俺たちはそんな第四宿舎にある大会議室に通された。そこには既に全員分の椅子が並べられていた。
「さて、魔導士団の見学といいましても。正直あまり見学できるような場所はないのですが……なにか見たい、知りたいようなことはありますでしょうか?」
「テイラー魔導士団長の実力が知りたいです!」
俺たちが全員椅子に座ったのを確認したクロウィルクが訊ねる。
そして、それに真っ先に答えたのは火魔術を使う江原亜紀だった。
「では、そうですね……。規模ではなく、技術的な実力の分かることをしてみましょうか」
確かに、こんな場所で大魔術を行使するわけにもいかない。
「いまから行うのは、魔術行使の正確さを見極めるためによく行われる『合わせ紋様』と呼ばれるテストです。大分難しいですが、風と回復、それと木以外ならどの属性でも出来るので、良ければ魔術を使える方は同じ様に挑戦してみて下さい」
クロウィルクはまず両手を手のひらを上にして胸の前に置いた。
「まず、魔術で片手の前に円を作ります。これが出来るのは魔術師の四割程だと言われています」
そう言って右手の上に薄い円盤状の水球を作る。
「次にもう片方の手の前に同じサイズで円をもう一つ用意します。同じサイズですよ」
魔術を使えるクラスメイトがやってみているが、みんな同じサイズを作るのに四苦八苦している。

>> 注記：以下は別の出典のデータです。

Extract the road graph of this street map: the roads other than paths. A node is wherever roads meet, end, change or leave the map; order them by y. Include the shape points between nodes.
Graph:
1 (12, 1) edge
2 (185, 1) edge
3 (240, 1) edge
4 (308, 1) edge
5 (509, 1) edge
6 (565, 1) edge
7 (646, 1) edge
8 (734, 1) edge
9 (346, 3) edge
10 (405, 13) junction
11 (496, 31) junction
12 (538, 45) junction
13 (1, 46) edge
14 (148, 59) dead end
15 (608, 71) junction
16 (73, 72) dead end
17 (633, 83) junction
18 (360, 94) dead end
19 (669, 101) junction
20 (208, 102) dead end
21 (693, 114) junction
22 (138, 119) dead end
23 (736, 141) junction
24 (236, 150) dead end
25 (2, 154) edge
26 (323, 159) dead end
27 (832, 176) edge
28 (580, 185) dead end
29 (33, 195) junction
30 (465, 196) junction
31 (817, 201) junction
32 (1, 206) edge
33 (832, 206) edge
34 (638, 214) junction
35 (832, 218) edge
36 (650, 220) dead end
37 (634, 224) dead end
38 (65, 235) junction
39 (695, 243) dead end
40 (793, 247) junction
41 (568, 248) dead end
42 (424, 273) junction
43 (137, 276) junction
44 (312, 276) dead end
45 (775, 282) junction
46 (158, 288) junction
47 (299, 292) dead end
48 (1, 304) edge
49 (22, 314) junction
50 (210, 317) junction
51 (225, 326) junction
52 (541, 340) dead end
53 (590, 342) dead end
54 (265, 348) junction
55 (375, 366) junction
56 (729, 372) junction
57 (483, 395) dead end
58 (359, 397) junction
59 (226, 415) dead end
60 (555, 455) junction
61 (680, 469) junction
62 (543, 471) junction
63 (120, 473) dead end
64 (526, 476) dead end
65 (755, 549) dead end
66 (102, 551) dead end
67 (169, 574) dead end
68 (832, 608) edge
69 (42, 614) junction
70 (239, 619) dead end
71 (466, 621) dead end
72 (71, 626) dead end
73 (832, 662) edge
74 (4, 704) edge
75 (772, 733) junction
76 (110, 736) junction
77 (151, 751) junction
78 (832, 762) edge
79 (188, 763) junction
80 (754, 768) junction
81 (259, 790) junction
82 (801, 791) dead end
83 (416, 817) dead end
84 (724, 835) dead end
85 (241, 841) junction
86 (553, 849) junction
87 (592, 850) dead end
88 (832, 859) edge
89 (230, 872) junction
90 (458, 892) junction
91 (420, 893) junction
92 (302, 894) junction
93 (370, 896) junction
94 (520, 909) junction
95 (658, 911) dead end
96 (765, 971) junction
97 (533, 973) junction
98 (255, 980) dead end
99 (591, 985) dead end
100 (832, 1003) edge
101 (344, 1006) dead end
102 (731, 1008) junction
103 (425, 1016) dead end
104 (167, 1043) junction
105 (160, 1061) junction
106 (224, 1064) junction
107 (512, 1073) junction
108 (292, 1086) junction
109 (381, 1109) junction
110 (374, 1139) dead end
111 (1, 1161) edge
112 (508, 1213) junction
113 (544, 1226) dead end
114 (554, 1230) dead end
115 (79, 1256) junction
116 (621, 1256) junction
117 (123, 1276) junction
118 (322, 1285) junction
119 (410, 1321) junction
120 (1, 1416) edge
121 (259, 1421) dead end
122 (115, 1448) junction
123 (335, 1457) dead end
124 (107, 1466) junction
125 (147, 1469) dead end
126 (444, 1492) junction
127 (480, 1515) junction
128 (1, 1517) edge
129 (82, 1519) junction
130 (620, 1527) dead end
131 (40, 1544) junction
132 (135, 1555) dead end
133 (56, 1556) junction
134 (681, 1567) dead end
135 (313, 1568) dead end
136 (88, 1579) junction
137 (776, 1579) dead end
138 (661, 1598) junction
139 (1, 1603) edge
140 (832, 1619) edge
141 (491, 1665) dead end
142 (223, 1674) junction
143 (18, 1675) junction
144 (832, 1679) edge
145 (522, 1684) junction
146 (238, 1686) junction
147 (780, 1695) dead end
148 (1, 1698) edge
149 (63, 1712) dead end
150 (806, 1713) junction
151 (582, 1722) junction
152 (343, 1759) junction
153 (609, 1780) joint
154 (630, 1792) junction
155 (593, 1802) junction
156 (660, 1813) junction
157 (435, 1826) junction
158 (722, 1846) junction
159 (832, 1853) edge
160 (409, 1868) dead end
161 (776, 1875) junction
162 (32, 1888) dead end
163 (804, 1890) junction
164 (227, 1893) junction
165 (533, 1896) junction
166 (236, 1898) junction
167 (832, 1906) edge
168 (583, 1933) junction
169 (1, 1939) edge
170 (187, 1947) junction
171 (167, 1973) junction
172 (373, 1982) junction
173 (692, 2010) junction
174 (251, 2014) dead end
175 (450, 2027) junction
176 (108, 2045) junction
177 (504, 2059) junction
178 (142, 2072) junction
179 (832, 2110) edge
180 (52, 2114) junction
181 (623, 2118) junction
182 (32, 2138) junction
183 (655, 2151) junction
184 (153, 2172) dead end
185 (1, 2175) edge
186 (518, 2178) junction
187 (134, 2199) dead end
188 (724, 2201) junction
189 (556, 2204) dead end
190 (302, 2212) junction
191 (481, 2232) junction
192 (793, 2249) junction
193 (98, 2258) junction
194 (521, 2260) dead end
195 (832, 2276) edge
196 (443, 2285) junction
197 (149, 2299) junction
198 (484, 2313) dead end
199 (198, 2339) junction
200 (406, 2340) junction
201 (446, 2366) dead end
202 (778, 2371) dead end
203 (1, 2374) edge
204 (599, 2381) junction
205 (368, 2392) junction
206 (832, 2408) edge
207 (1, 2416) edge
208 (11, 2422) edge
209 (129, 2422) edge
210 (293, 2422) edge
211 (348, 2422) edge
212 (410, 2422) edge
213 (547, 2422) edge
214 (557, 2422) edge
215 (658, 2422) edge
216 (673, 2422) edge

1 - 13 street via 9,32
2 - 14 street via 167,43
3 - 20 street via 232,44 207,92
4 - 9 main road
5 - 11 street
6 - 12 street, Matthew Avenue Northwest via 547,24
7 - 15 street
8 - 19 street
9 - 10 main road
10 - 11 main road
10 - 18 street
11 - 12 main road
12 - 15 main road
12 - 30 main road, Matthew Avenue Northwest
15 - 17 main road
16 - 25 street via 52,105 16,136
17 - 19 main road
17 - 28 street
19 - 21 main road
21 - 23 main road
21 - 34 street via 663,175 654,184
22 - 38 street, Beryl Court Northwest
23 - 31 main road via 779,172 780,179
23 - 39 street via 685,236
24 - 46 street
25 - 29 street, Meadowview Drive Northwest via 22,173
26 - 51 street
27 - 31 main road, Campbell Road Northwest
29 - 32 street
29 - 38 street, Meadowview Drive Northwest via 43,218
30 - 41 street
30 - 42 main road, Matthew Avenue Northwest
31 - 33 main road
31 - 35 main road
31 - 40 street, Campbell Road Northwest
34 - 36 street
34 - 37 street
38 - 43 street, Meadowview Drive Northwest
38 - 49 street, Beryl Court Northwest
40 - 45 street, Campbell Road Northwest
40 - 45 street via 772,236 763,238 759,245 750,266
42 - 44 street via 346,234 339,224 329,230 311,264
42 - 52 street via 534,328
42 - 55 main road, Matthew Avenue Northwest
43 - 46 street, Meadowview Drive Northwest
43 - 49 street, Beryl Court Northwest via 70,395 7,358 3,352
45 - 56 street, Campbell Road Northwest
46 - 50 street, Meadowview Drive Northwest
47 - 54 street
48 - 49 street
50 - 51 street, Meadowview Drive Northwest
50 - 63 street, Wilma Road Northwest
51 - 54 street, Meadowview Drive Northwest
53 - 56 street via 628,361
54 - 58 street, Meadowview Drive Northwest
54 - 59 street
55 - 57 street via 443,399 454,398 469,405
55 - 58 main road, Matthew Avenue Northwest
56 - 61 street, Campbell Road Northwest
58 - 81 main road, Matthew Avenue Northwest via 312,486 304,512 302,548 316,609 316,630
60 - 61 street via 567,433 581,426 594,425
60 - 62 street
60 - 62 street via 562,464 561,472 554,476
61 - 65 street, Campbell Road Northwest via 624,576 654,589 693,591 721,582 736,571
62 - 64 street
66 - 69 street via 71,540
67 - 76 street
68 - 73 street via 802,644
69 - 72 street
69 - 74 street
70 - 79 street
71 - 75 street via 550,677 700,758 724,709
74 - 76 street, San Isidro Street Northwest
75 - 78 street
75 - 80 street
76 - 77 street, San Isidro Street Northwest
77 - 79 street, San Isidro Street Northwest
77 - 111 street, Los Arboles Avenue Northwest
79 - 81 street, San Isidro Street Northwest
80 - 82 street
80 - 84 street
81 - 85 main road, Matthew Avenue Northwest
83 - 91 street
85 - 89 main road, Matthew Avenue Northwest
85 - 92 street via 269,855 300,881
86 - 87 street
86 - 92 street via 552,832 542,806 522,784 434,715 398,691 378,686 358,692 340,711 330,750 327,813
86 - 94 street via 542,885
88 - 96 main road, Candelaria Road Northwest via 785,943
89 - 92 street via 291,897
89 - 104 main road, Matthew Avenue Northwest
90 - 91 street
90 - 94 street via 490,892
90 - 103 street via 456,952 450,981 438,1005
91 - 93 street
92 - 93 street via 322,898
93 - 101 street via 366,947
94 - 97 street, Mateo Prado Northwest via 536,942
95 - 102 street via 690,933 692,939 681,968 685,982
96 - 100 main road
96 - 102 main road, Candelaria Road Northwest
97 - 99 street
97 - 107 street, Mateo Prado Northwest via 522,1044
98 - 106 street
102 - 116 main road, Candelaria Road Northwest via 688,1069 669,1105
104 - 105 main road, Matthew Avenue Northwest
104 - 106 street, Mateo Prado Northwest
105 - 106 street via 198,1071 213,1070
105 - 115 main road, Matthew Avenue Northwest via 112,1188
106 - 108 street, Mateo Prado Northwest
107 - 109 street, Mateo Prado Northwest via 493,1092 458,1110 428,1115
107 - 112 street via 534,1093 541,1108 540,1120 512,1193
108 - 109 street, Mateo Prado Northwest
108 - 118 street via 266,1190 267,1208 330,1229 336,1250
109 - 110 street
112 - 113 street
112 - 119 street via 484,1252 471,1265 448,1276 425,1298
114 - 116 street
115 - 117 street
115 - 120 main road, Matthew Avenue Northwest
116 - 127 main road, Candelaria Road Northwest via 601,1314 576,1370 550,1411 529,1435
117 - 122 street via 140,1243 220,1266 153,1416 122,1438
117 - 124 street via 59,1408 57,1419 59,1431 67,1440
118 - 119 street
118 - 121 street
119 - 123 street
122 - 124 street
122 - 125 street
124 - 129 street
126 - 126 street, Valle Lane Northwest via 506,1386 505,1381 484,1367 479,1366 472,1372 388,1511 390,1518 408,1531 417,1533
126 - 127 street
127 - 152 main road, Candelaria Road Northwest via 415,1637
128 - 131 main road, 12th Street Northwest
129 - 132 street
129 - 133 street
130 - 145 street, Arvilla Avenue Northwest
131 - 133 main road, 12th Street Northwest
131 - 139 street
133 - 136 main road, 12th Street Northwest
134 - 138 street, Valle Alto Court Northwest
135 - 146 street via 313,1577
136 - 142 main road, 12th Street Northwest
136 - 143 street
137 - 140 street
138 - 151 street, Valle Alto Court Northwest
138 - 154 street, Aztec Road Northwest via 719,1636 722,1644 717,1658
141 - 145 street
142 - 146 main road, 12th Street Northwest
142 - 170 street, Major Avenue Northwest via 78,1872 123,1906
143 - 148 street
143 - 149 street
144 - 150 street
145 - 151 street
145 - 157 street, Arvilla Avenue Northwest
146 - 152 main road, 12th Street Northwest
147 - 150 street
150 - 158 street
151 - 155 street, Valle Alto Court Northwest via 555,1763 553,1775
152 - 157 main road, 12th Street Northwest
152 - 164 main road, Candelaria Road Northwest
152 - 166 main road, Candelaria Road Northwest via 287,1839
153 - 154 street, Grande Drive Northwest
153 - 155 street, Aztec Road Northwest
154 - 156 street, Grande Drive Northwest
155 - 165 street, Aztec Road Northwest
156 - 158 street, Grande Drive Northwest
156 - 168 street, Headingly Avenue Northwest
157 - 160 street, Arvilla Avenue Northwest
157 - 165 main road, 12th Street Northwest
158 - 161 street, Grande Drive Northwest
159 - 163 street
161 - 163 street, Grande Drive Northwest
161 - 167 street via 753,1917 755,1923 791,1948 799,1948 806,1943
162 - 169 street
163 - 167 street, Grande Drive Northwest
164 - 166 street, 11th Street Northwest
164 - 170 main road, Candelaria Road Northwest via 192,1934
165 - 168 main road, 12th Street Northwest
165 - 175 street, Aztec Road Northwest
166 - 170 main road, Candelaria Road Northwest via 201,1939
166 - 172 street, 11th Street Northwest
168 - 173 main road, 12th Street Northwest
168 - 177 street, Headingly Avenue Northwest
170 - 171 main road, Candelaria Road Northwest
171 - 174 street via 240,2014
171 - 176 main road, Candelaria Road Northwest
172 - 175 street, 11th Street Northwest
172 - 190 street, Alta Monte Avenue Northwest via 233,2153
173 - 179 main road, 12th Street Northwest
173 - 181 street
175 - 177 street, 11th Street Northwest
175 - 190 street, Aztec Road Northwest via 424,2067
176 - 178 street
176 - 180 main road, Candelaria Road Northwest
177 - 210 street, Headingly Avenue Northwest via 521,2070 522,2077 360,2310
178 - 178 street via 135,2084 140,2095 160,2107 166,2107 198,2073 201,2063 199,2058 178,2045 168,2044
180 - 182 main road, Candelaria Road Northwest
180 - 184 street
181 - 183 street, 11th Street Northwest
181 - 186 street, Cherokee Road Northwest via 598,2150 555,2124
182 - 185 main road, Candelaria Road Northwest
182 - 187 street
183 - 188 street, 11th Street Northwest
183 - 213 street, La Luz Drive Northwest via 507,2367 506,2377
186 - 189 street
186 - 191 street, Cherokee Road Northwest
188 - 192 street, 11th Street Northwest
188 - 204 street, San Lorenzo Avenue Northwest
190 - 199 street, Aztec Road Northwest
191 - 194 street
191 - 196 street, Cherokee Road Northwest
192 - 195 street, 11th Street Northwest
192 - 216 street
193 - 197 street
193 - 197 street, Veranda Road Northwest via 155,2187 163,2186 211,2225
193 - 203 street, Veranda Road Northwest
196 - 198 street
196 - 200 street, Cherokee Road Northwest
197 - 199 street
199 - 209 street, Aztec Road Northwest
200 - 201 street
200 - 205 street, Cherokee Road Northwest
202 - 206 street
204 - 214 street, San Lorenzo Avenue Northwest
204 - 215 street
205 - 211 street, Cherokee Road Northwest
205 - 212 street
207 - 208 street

「二つの円を重ね合わせてみて下さい。これがピッタリ合うのは、大体先ほどの四割の内の更に一割程しかいません」
クラスメイトたちのは少しはみ出たりしているのに対し、クロウィルクのモノは完全に一致している。
そんな中、ピッタリ合っているのが水魔術を使う雨宮翔子と、俺の親友であり実は火魔術使いでもある間宮透だった。
「凄いな。透」
「なんて言うか、俺の場合もう一つのスキルの念力が、そもそも物質を変形・移動させるのに特化してるスキルだからな。そっちの練習をしてたら自然にこっちも上手くなるってわけだよ」
「なる程」
もしかしたらなにかしらのスキルの補正があるのかもしれないが、それをここで言うのは野暮ってものだろう。
「そして今度は片方の円を消してに正三角形を作って下さい。でもそのサイズは三角形の頂点がピッタリ円の縁に接するようにして下さい。作ったら上手くいったか重ね合わせて確かめます」
三角形の頂点と円の縁を合わせるには、ただ綺麗な三角形を作るだけではいけない。普通に作ると目の錯覚でどうしても三角形を大きく作ってしまうのだ。しっかりと其処まで考えた上で作らなくてはいけない。

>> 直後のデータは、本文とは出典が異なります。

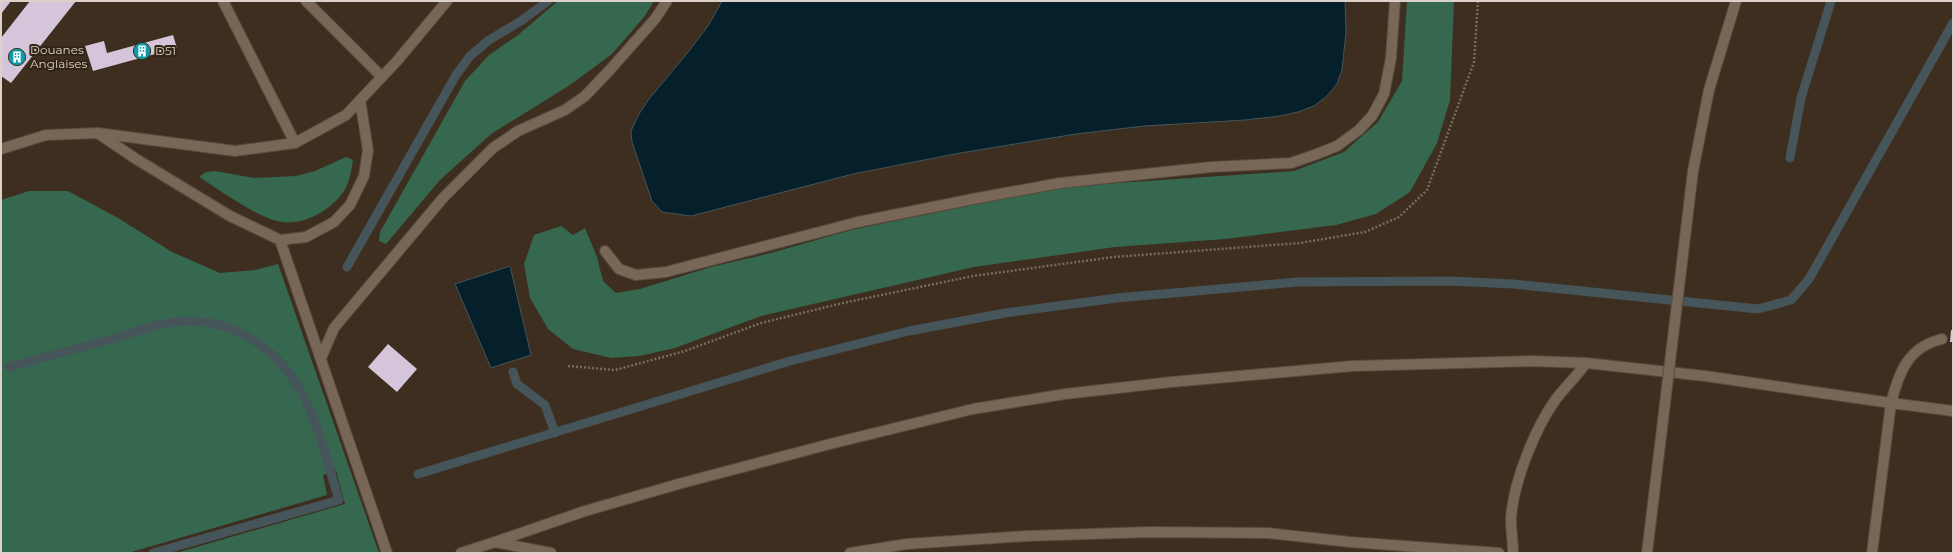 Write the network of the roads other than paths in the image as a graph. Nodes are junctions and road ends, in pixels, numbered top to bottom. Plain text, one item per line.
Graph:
1 (223, 1) edge
2 (306, 1) edge
3 (447, 1) edge
4 (667, 1) edge
5 (1395, 1) edge
6 (1736, 1) edge
7 (382, 78) junction
8 (360, 100) junction
9 (98, 133) junction
10 (295, 142) junction
11 (1, 149) edge
12 (280, 240) junction
13 (604, 251) dead end
14 (1942, 339) dead end
15 (321, 358) junction
16 (1586, 364) junction
17 (1891, 403) junction
18 (1953, 411) edge
19 (495, 542) junction
20 (387, 553) edge
21 (461, 553) edge
22 (551, 553) edge
23 (850, 553) edge
24 (1500, 553) edge
25 (1513, 553) edge
26 (1647, 553) edge
27 (1872, 553) edge

1 - 10 lane
2 - 7 lane
3 - 7 lane
4 - 15 lane
5 - 13 lane
6 - 26 lane, bridge
7 - 8 lane
8 - 10 lane
8 - 12 lane
9 - 10 lane
9 - 11 lane
9 - 12 lane
12 - 15 lane
14 - 17 lane
15 - 20 lane
16 - 17 lane
16 - 19 lane
16 - 25 lane
17 - 18 lane
17 - 27 lane
19 - 21 lane
19 - 22 lane
23 - 24 lane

「これは先ほどの半分程の方しか一般的には出来ないとされています」
さて、と言ってクロウィルクは両手の魔術を目まぐるしい早さで変化させ始める。五芒星、正方形、円形といった平面だけでなく、三角錐や六角柱、正八面体、さらにはそれらの複合された複雑な形すらも。その光景はさながら3Dホログラム映像のようだ。
「このように、形を作って合わせていくのが、この『合わせ紋様』ですが、最終的には目視に頼らず魔術行使の感覚だけでこれを行えるようになるのがベストです」
そう。実は俺たちの目の前でデモンストレーションを行っているクロウィルクは終始目を瞑るまたは魔術を極力見ないようにして魔術行使をしていたのだった。
「因みに風魔術には『浮かび木の葉』という有名な実力を測る方法があります。要は木の葉を何枚空中で静止させられるかというものですね。ほかにも回復魔術の『焼き消し』木魔術の『枝葉分け』などといった様々なものがあります」
そこまで言うと、クロウィルク両手の魔術を消す。
「正確な魔術行使は高位の魔術師でも苦手とする者が多いです。ですが、これが出来るか出来ないかで同レベルの魔術師同士あと明らかに差がついてきます。事によっては格上にすら勝てる程に」
そもそもが魔術は低レベルでもそれなりの火力のある。当たらない強い魔術1発よりも狙いの正確な10発の魔術の方が強いと言うことだ。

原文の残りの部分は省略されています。